News of what happened to the neighbourhood where Jarada's family members were living came Wednesday morning while he was getting his kids ready for school.
"I started calling my family members … nobody answered," said Jarada.
Jarada told CBC News that he continued reaching out to relatives and was able to get in touch with a cousin in Gaza who went to the block where his family was staying to assess the aftermath.
"[My cousin] said, 'Everyone is buried,'" Jarada told CBC News on Friday.
"He was able to see the body of my father," he said.
"I couldn't believe it. I asked him for a picture. I saw the picture, it was my dad."
Jarada says his cousin told him he drove Nasr Rbah Salama Jarada — Tamer's father — to a hospital in his own vehicle.

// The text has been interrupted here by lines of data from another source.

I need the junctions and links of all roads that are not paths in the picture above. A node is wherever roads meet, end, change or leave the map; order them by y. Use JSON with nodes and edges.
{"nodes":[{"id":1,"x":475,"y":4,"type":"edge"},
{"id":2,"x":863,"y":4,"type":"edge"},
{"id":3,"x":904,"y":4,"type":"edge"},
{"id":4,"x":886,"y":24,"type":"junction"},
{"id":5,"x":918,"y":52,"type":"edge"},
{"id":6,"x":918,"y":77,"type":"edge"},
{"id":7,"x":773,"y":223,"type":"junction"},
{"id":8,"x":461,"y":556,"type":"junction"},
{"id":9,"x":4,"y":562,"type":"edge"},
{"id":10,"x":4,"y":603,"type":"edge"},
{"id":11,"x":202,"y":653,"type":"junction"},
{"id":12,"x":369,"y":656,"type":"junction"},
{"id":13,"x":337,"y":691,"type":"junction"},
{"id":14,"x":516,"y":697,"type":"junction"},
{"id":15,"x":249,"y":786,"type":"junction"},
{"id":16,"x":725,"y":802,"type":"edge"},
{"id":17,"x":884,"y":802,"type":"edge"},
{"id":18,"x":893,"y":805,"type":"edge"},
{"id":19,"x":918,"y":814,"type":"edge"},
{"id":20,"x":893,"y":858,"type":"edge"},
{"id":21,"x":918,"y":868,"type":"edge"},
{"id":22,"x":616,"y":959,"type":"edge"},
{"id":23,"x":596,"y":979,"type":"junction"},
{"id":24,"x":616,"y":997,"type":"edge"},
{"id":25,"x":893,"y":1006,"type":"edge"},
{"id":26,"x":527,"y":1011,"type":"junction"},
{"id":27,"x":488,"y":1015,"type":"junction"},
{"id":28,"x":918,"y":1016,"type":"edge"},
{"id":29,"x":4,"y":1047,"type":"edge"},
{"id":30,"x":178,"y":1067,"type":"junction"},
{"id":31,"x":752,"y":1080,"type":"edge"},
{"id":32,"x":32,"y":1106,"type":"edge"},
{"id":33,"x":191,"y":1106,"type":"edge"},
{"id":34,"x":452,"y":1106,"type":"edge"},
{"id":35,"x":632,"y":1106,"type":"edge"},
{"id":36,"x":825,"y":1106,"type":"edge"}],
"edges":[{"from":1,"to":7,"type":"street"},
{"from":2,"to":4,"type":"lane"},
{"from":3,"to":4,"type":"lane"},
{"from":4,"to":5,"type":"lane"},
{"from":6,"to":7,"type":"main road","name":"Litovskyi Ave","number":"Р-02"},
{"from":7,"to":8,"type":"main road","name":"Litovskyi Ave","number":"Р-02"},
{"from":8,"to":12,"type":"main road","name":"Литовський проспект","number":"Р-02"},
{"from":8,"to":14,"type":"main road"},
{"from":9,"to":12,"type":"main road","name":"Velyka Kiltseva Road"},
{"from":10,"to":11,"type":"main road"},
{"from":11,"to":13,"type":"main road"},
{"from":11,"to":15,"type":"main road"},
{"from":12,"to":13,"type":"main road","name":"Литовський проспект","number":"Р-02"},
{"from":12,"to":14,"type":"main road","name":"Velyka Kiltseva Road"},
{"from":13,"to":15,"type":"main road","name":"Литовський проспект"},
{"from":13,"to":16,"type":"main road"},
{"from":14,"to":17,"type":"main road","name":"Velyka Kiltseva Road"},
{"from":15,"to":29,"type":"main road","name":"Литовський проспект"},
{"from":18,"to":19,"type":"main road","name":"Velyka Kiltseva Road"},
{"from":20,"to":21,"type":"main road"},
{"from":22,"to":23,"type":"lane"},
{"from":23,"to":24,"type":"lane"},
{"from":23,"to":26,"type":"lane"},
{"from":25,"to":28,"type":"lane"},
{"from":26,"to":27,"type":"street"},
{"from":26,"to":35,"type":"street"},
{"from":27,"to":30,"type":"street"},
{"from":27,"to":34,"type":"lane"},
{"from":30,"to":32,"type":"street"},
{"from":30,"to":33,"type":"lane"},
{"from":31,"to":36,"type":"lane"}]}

This news comes after Jarada told CBC's Rosemary Barton during the Oct. 22 edition of Rosemary Barton Live that his family was struggling to access basic necessities, such as food and clean water.
"I, and many members of the Palestinian-Canadian communities across the country, feel excluded and treated like second class citizens. We feel it."
The entire family was staying in a three-bedroom apartment in Gaza City, with the airstrike destroying the entire block — three children within his family survived the airstrike that destroyed the apartment, Jarada says.
Just two months ago, Jarada was in Gaza, visiting his family. He says "people there are trying their best to survive."
"My people just need to be treated as humans and treated with dignity. We are not asking for much. We are just asking for our lives."
In an email to CBC News on Friday, Jarada says he has continued trying to contact relatives "without any luck," and that there is "no cell coverage in the Gaza Strip anymore."
Communications on the ground in the Gaza Strip are completely cut off, and the Israeli military says it will expand its ground operations Friday night.
The United Nations General Assembly overwhelmingly called for a humanitarian truce in the ongoing Israel-Hamas conflict, demanding aid access and protection of civilians.
The Palestinian-Calgarian says a humanitarian ceasefire is needed, calling the ongoing Israel-Hamas conflict "mass destruction."
On Wednesday, CBC Radio's As It Happens reported that 7,028 Palestinians have been killed in Israel's attacks on the Gaza Strip, according to Gaza's Hamas-run health ministry.
"I just want this nightmare to end," Jarada said.
"I'm tired.… tired of crying and grieving every day."